*GOAL OF THE EXERCISE*: Copy each line of the entries that contains the word "leave".

*SUPPLIED DATA*:
+---+

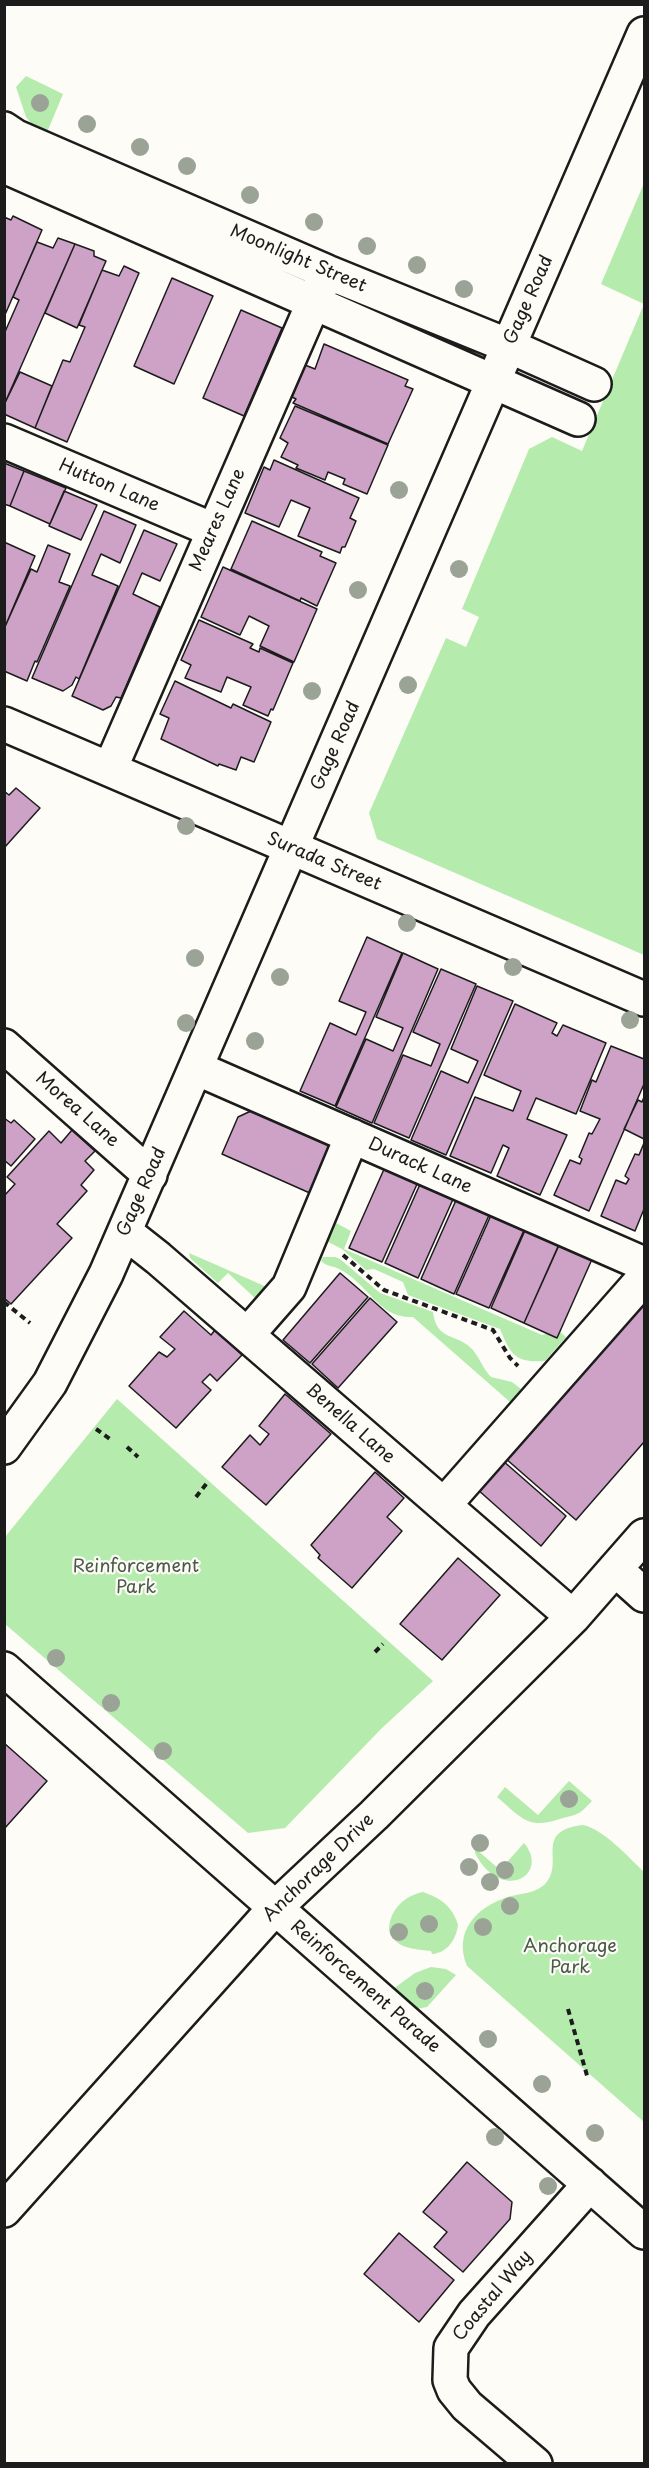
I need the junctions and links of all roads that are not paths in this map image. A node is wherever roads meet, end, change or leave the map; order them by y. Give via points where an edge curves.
1 (645, 33) edge
2 (4, 129) edge
3 (4, 166) edge
4 (321, 287) junction
5 (509, 346) junction
6 (494, 382) junction
7 (594, 384) dead end
8 (578, 419) dead end
9 (4, 441) edge
10 (213, 530) junction
11 (4, 724) edge
12 (110, 769) junction
13 (291, 847) junction
14 (645, 999) edge
15 (4, 1046) edge
16 (196, 1068) junction
17 (352, 1136) junction
18 (150, 1175) junction
19 (125, 1232) junction
20 (645, 1264) edge
21 (645, 1278) edge
22 (247, 1335) junction
23 (4, 1447) edge
24 (444, 1506) junction
25 (645, 1536) edge
26 (615, 1569) junction
27 (645, 1595) edge
28 (573, 1617) junction
29 (4, 1670) edge
30 (275, 1908) junction
31 (590, 2184) junction
32 (4, 2210) edge
33 (645, 2232) edge
34 (535, 2463) edge

1 - 5 street, Gage Road
2 - 4 street, Moonlight Street
3 - 4 street, Moonlight Street
4 - 5 street, Moonlight Street
4 - 6 street, Moonlight Street
4 - 10 street, Meares Lane
5 - 6 street, Gage Road
5 - 7 street, Moonlight Street
6 - 8 street, Moonlight Street
6 - 13 street, Gage Road
9 - 10 street, Hutton Lane
10 - 12 street, Meares Lane
11 - 12 street, Surada Street
12 - 13 street, Surada Street
13 - 14 street, Surada Street
13 - 16 street, Gage Road
15 - 18 street, Morea Lane
16 - 17 street, Durack Lane
16 - 18 street, Gage Road
17 - 20 street, Durack Lane
17 - 22 street via 290,1287
18 - 19 street, Gage Road
19 - 22 street, Benella Lane
19 - 23 street, Gage Road via 60,1366
21 - 24 street
22 - 24 street, Benella Lane
24 - 28 street, Benella Lane
25 - 26 street, Anchorage Drive
26 - 27 street
26 - 28 street, Anchorage Drive
28 - 30 street, Anchorage Drive
29 - 30 street, Reinforcement Parade
30 - 31 street, Reinforcement Parade
30 - 32 street, Anchorage Drive
31 - 33 street, Reinforcement Parade
31 - 34 street, Coastal Way via 474,2314 451,2348 450,2380 454,2391

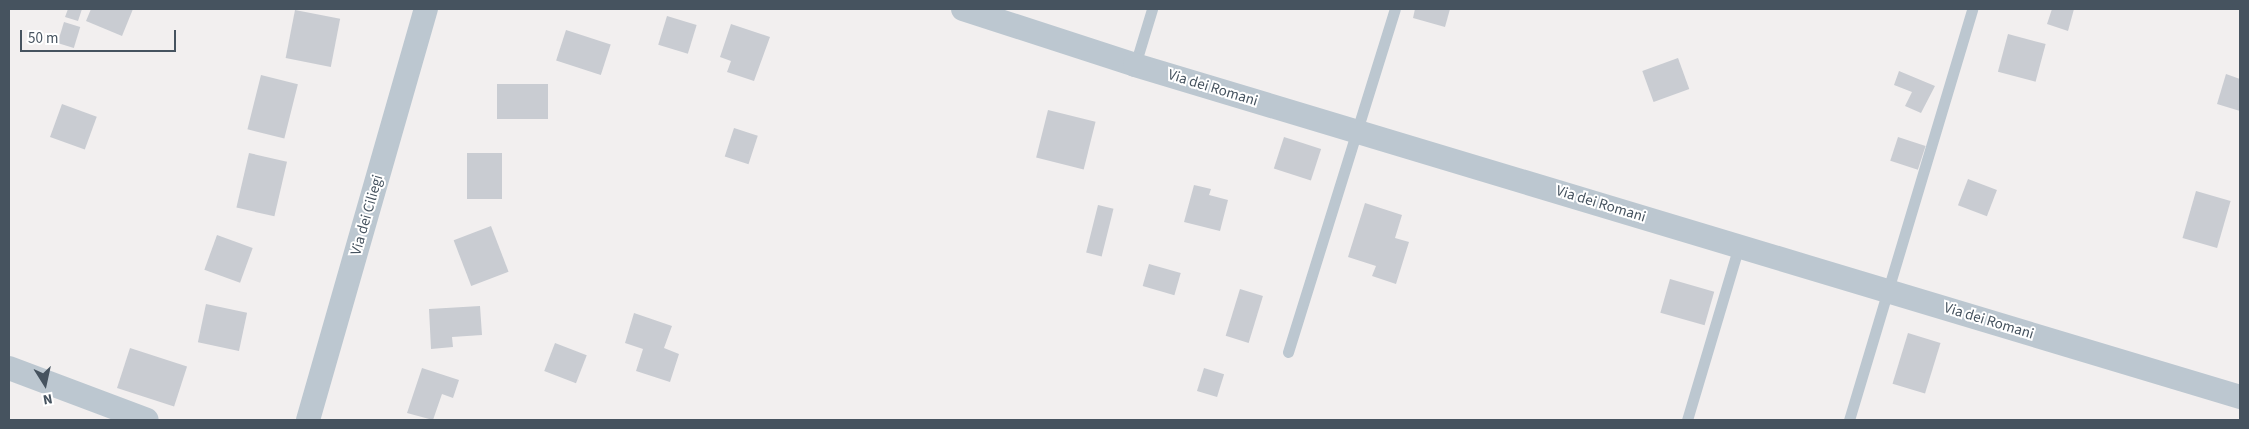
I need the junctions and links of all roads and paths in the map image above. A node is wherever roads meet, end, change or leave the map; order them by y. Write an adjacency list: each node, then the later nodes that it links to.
1 (426, 9): 14 (street, Via dei Ciliegi)
2 (963, 9): 6 (street, Via dei Romani)
3 (1152, 9): 6 (lane)
4 (1395, 9): 7 (lane)
5 (1972, 9): 9 (lane)
6 (1135, 64): 7 (street, Via dei Romani)
7 (1357, 131): 8 (street, Via dei Romani); 10 (lane)
8 (1739, 246): 9 (street, Via dei Romani); 15 (lane)
9 (1888, 291): 12 (street, Via dei Romani); 16 (lane)
10 (1288, 352)
11 (9, 368): 13 (street)
12 (2240, 397)
13 (147, 420)
14 (308, 420)
15 (1687, 420)
16 (1849, 420)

+---+

*OUTPUT*:
I need the junctions and links of all roads that are not paths in this map image. A node is wherever roads meet, end, change or leave the map; order them by y. Give via points where an edge curves.
I need the junctions and links of all roads and paths in the map image above. A node is wherever roads meet, end, change or leave the map; order them by y. Write an adjacency list: each node, then the later nodes that it links to.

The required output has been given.